[ANSOR][CUTLASS] Combination of ANSOR and CUTLASS contrib

qingchanghan · December 30, 2022, 8:08am

Hi, I want to use CUTLASS contrib in my model to utilize tensor core in fp16, also want to keep op fusion and automatic tuning of ansor, which performs well on my model. But it seems that there is no example for combining ansor and cutlass contrib. So I did some experimenting.

Here is my pipeline:

Call relay.op.contrib.cutlass.partition_for_cutlass, to match and replace the functions supported by cutlass.
Call relay.auto_scheduler.relay_integration.extract_tasks, to extract ansor tasks.
Tune ansor tasks.
Call relay.build with auto_scheduler.ApplyHistoryBest, to compile model by ansor logs.
Call finalize_modules to get updated library.

During this process, I encountered a problem: the extract_tasks function only supports one target, but we need to pass in all targets including cuda and cutlass, to call call_all_topi_funcs. So I made a small modification to the extract_tasks function.

I have verified the performance benefits of this process on our business model, which can not only use cutlass to call tensorcore, but also retain the advantages of ansor in complex models. And I will try to verify it on some open source models.

Do you think we can organize this pipeline into a test script and submit it to the community? Looking forward to reply. Thanks!

Hzfengsy · December 30, 2022, 9:40am

Thanks for your proposal.

Of course. The community welcomes features that benefit the community.

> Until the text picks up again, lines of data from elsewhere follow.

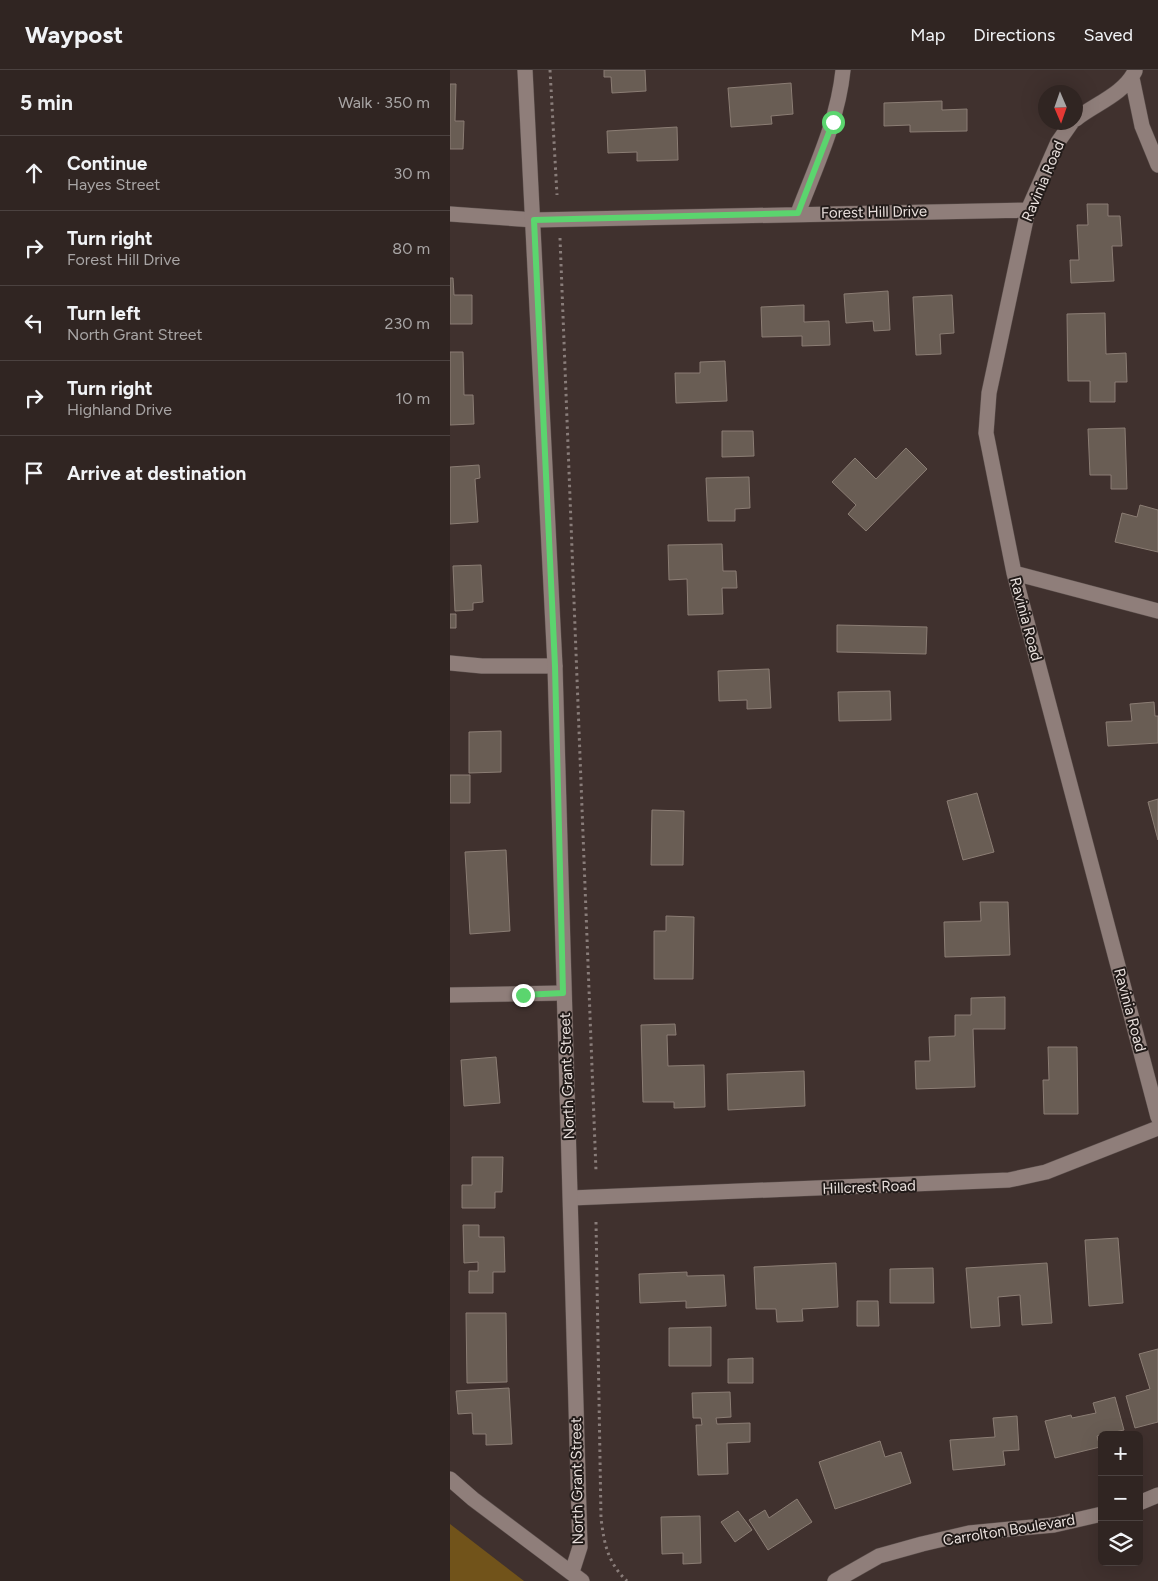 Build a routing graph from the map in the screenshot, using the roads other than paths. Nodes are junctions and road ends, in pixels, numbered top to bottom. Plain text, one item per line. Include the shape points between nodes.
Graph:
1 (525, 70) edge
2 (843, 70) edge
3 (1134, 74) edge
4 (1083, 113) edge
5 (1066, 130) edge
6 (1158, 164) edge
7 (1028, 210) junction
8 (798, 213) junction
9 (450, 214) edge
10 (534, 220) junction
11 (1014, 573) junction
12 (1158, 611) edge
13 (450, 663) edge
14 (555, 666) junction
15 (563, 993) junction
16 (450, 995) edge
17 (1158, 1117) edge
18 (1158, 1128) edge
19 (571, 1198) junction
20 (450, 1479) edge
21 (1158, 1495) edge
22 (1143, 1501) edge
23 (1098, 1515) edge
24 (577, 1577) edge
25 (835, 1581) edge

1 - 10 street, North Grant Street
2 - 8 street via 841,95 833,122
3 - 4 street via 1118,91
3 - 6 street via 1142,126
5 - 7 street, Ravinia Road
7 - 8 street, Forest Hill Drive
7 - 11 street, Ravinia Road via 986,410 986,434
8 - 10 street, Forest Hill Drive
9 - 10 street, Forest Hill Drive
10 - 14 street, North Grant Street
11 - 12 street
11 - 17 street, Ravinia Road
13 - 14 street
14 - 15 street, North Grant Street
15 - 16 street
15 - 19 street, North Grant Street
18 - 19 street, Hillcrest Road via 1046,1172 1009,1180
19 - 24 street, North Grant Street via 580,1547
20 - 24 street
21 - 22 street
23 - 25 street, Carrolton Boulevard via 1054,1525 969,1533 922,1544 879,1556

BTW, here are some of my questions:

Is there any perf comparison between CUTLASS+Ansor and the current cutlass contrib build flow (It suppose to be cutlass+AutoTVM?)
Have you tried Meta-Schedule, which can tune tensorized programs, i.e. TensorCore kernels, which is faster or aligned than cutlass in most workloads?

qingchanghan · December 30, 2022, 10:10am

Thanks for your reply.

We will do some tests on some open source models to compare the performance of several solutions, which may include CUTLASS+Ansor, CUTLASS+TOPI, Meta-Schedule and TensorRT.

qingchanghan · January 31, 2023, 3:30am

We tested the performance of BERT model on A10 GPU for several solutions.

End2end latency(ms) on A10

CUDA 11.8
FP16
Input shape: (8, 128)

Ansor (n=3000)	CUTLASS+TOPI	CUTLASS+Ansor (n=3000)	Meta-Schedule (n=3000)
55.8870	20.2297	17.2543	19.2774

Conclusion

Combining the above test results and our experience in business models, we have the following conclusions.

CUTLASS+Ansor can improve the performance of CUTLASS scheme on some models, especially on models with scattered structure. And ansor can fuse element-wise operations between GEMM well, which are difficult to be optimized by CUTLASS.
The performance of Meta-Schedule on the bert model exceeds that of cutlass, and we will try to use Meta-Schedule on the business models in the future.

Test examples: tvm-cutlass-eval/bert at master · qingchanghan/tvm-cutlass-eval · GitHub (Forked from @masahi, thanks!)

twmht · October 23, 2023, 3:57am

@qingchanghan

I want to test this feature, can you share the modfication of TVM or did you submit a PR to TVM github?